Ebola en Ouganda : 29 décès déjà enregistrés, Kinshasa doit penser à protéger ses frontières en renforçant les contrôles
Dans la République voisine d’Ouganda, une épidémie particulièrement virulente de la maladie à virus Ebola fait rage. Au moins 29 décès ont déjà été enregistrés et plusieurs centaines de contacts répertoriés. Curieusement, les contrôles des frontières congolaises avec son voisin ne sont toujours pas renforcés.
Les autorités RD-Congolaises devraient sérieusement réfléchir aux mécanismes à mettre en place pour éviter que la maladie à virus Ebola qui sévit chez le voisin ougandais ne se propage sur le territoire congolais.
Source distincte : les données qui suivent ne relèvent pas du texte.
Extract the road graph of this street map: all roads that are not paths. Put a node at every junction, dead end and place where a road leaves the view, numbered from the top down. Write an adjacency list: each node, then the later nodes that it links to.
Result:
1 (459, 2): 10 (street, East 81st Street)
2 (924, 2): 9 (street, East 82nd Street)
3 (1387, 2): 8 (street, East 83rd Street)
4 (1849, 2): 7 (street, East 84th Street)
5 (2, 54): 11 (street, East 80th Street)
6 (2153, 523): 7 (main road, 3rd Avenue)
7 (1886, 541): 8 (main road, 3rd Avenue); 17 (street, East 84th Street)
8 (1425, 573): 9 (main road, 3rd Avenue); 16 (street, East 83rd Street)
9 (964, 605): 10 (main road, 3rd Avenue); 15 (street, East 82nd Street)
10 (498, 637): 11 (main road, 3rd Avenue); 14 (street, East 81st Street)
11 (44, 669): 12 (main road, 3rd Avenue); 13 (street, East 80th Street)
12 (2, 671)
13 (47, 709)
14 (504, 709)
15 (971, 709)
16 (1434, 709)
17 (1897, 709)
Cette décision ne devrait pas tarder, car outre le fait que certaines régions proches de l’Ouganda, dont le territoire de Beni, viennent d’en finir avec une autre épidémie de la même maladie, la situation devient de plus en plus préoccupante de l’autre côté de la frontière.
Selon le ministère ougandais de la santé, au moins neuf personnes étaient mortes d’Ebola au 3 octobre, depuis que les autorités de ce pays d’Afrique de l’Est ont annoncé l’apparition de la fièvre hémorragique mortelle le 20 septembre. L’Organisation mondiale de la santé a pour sa part déclaré mercredi que 29 décès avaient été enregistrés, dont quatre membres du personnel de santé.
Entre-temps, Médecins sans frontières a déclaré que la souche n’était pas la même que celle qui sévit souvent en RDC : « L’épidémie actuelle d’Ebola en Ouganda est causée par une variante relativement rare du virus, connue sous le nom de souche soudanaise, qui soulève un certain nombre de défis médicaux et opérationnels pour les équipes de terrain ».
Selon l’organisme international, il n’existe pas de vaccin contre la souche soudanaise du virus, qui est responsable de l’épidémie en Ouganda. « Des discussions sont en cours à l’OMS pour déterminer quel candidat vaccin pourrait être déployé dans un nouvel essai clinique en vue d’obtenir éventuellement une autorisation d’utilisation », a déclaré MSF, qui conseille que pour contrôler cette épidémie d’Ebola, il est essentiel de pouvoir détecter rapidement les personnes infectées et d’identifier leurs contacts, qui peuvent avoir voyagé loin de l’épicentre de l’épidémie.
Ces mises en garde devraient inquiéter les autorités sanitaires congolaises, car le pays partage plusieurs entrées avec son voisin ougandais dans les provinces du Nord-Kivu et de l’Ituri, des régions déjà confrontées à une insécurité sans nom et dont les habitants traversent quotidiennement les frontières pour des besoins souvent économiques.